Legal

Privacy Policy

Last updated: January 27, 2026

Introduction

CarlyOS Inc. ("Verit," "we," "us," or "our") is committed to protecting the privacy of our customers, their end users, and visitors to our website. This Privacy Policy explains how we collect, use, disclose, and safeguard information when you use our fraud prevention platform and related services.

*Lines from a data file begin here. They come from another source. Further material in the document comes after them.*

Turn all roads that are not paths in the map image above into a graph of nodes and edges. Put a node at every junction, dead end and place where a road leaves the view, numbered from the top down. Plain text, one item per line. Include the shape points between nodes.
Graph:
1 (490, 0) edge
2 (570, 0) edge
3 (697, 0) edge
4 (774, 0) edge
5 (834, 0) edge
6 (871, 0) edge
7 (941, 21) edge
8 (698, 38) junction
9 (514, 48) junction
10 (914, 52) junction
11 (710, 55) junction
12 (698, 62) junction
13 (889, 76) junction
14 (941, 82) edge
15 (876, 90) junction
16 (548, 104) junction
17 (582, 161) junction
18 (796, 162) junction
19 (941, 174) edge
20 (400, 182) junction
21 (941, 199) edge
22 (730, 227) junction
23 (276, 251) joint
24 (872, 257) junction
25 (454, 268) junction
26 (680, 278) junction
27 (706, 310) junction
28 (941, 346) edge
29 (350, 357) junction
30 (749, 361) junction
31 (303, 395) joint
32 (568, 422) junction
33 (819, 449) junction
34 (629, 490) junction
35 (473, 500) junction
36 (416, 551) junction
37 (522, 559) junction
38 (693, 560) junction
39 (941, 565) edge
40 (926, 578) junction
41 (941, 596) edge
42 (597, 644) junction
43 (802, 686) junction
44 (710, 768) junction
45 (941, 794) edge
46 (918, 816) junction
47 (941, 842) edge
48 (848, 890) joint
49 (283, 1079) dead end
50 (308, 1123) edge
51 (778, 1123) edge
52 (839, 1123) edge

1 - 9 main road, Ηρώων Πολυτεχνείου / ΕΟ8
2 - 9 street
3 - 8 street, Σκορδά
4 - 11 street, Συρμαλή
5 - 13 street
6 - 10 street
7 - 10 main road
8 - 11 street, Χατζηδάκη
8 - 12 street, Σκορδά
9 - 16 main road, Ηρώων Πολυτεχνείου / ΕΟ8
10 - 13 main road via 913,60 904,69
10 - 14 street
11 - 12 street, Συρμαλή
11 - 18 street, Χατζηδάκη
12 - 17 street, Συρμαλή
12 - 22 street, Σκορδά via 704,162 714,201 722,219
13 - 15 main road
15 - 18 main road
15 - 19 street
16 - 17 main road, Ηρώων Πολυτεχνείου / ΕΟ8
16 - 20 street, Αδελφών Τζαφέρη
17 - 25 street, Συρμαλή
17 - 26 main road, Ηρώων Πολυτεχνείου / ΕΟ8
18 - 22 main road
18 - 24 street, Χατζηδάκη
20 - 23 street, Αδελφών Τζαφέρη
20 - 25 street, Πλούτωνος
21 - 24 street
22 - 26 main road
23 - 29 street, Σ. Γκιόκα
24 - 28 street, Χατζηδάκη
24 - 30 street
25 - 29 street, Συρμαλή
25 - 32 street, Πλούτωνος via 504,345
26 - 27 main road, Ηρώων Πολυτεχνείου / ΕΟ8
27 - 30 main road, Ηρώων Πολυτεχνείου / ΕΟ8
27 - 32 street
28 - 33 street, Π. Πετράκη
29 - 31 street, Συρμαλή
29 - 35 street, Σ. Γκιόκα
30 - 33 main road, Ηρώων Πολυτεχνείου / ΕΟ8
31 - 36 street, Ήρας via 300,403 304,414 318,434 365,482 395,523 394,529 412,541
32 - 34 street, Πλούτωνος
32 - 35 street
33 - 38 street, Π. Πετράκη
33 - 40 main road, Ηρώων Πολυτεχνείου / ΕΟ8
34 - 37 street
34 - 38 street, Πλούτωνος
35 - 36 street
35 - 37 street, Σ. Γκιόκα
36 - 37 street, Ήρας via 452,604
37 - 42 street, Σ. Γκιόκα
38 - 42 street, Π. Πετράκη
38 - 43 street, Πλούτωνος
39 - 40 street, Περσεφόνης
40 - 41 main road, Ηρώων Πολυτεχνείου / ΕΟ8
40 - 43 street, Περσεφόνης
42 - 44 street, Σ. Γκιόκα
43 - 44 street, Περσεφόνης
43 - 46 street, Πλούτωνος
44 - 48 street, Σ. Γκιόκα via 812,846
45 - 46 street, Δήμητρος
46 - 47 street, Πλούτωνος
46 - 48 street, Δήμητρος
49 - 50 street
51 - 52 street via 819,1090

Verit provides identity verification, income validation, and vehicle history services to auto lenders, dealerships, and financial institutions. We act as a service provider to these organizations in processing verification requests.

Information We Collect

Information from Business Customers

When organizations use our platform, we collect:

  • Business contact information (name, email, phone)
  • Account credentials and authentication data
  • Billing and payment information
  • API usage and access logs

Information from Verification Subjects

When processing verification requests on behalf of our customers, we may collect:

  • Identity Information: Name, date of birth, government-issued ID images, facial photographs
  • Contact Information: Email address, phone number, mailing address
  • Financial Information: Bank account connections (via Plaid/Flinks), income data, employment verification
  • Vehicle Information: VIN, vehicle history records
  • Device Information: IP address, device fingerprint, browser type

Sensitive Personal Information

We process certain sensitive data including Social Security Numbers (SSN) for verification purposes. SSNs are:

  • Encrypted using AES-256 at rest
  • Stored as cryptographic hashes for matching purposes
  • Never displayed in full to platform users
  • Retained only as long as necessary for verification

How We Use Your Information

We use collected information to:

  • Process identity, income, and vehicle verification requests
  • Detect and prevent fraud in vehicle financing transactions
  • Generate risk scores and fraud signals for our customers
  • Maintain audit trails for compliance purposes
  • Improve our fraud detection models and services
  • Communicate with customers about their accounts
  • Comply with legal obligations and law enforcement requests

Information Sharing

We share information with:

Service Providers

  • Veriff: Identity document verification
  • Plaid/Flinks: Bank connection and income verification
  • NMVTIS/CARFAX: Vehicle history checks
  • Cloud Infrastructure: Supabase, Vercel, AWS

Our Customers

We provide verification results, fraud scores, and related data to the lenders and dealerships who initiated the verification request.

Legal Requirements

We may disclose information when required by law, subpoena, court order, or to protect our rights and safety.

Data Security

We implement industry-standard security measures including:

  • AES-256 encryption for all data at rest
  • TLS 1.3 encryption for all data in transit
  • Role-based access controls (RBAC)
  • Multi-factor authentication for all users
  • Regular security audits and penetration testing
  • SOC 2 Type II certification (in progress)

For more details about our security practices, please visit our Security page.

Data Retention

We retain verification data for 7 years to comply with regulatory requirements and support fraud investigations. After this period, data is securely deleted or anonymized.

Audit logs are retained indefinitely and are immutable to ensure compliance with Red Flags Rule requirements.

Your Rights

California Residents (CCPA)

If you are a California resident, you have the right to:

  • Know what personal information we collect
  • Request deletion of your personal information
  • Opt-out of the sale of personal information (we do not sell data)
  • Non-discrimination for exercising your rights

All Users

You may:

  • Access your personal information
  • Request correction of inaccurate data
  • Request deletion (subject to legal retention requirements)
  • Withdraw consent where applicable

Contact Us

For privacy-related inquiries or to exercise your rights, please contact us at:

CarlyOS Inc.

Privacy Team

Email: privacy@verit.io

Changes to This Policy

We may update this Privacy Policy from time to time. We will notify you of material changes by posting the updated policy on our website and updating the "Last updated" date. Your continued use of our services after changes constitutes acceptance of the updated policy.